Ex parte Sledge

In Ex parte Sledge, 391 S.W.3d 104 (Tex. Crim. App. 2013), the court of criminal appeals held that a writ applicant's claim that the trial court's order revoking his deferred adjudication community supervision was void for lack of subject-matter jurisdiction was not cognizable on successive habeas corpus review. Id. The Sledge court reasoned that because the claim did not fit within any of the statutory exceptions to the prohibition against successive writs and because the applicant had not brought his jurisdictional claim in his original post-conviction application for writ of habeas corpus, the court of criminal appeals itself was statutorily barred from reviewing the claim. Id. The Sledge court, however, discussed at length that "jurisdictional claims are cognizable in post-conviction habeas corpus proceedings." Id. at 108. Specifically to claims regarding a convicting court's jurisdiction, the Sledge court stated: "It is, of course, axiomatic in our case law that review of jurisdictional claims are cognizable in post-conviction habeas corpus proceedings.
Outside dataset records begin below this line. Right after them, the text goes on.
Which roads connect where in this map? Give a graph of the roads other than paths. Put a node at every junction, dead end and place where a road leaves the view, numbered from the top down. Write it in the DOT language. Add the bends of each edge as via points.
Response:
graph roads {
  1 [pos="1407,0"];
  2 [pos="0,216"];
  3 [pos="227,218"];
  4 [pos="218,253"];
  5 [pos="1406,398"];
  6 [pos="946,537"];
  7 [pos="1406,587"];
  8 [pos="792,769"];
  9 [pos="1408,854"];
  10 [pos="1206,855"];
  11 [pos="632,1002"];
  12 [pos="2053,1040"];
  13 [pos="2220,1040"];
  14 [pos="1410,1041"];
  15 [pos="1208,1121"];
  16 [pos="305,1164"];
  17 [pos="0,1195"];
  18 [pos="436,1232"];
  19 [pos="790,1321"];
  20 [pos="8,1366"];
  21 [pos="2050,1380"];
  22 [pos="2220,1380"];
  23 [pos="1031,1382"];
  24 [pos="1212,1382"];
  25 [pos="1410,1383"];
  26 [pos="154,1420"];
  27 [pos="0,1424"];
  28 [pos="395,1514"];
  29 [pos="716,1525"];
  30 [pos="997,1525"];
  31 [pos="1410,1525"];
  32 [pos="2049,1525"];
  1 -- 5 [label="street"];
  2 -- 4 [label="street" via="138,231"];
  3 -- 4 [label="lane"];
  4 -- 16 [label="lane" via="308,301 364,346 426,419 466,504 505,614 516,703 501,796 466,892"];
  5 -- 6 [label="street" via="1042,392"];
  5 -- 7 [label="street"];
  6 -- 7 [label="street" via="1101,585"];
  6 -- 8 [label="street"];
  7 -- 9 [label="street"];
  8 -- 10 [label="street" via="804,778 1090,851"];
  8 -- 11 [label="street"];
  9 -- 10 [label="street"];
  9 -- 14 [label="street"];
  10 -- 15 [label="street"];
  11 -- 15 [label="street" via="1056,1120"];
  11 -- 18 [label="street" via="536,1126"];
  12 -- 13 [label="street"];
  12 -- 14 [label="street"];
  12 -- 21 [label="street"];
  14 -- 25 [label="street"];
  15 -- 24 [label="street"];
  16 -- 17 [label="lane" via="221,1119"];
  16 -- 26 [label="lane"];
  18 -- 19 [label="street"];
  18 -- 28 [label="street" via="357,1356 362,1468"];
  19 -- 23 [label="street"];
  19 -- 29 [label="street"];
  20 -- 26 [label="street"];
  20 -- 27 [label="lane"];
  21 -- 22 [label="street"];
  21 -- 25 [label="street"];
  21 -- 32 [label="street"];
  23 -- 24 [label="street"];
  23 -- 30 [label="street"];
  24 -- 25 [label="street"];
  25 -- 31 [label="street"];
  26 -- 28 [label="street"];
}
Moreover, we have recognized them to be cognizable without regard to ordinary notions of procedural default--essentially because it is simply not optional with the parties to agree to confer subject-matter jurisdiction on a convicting court where that jurisdiction is lacking. Therefore, unless and until such time as the Legislature might say otherwise, in exercise of its constitutional authority to regulate post-conviction writ procedure, a meritorious claim of truly jurisdictional dimension will "always" be subject to vindication in an original post-conviction application for writ of habeas corpus. We do not mean here to say otherwise." Id.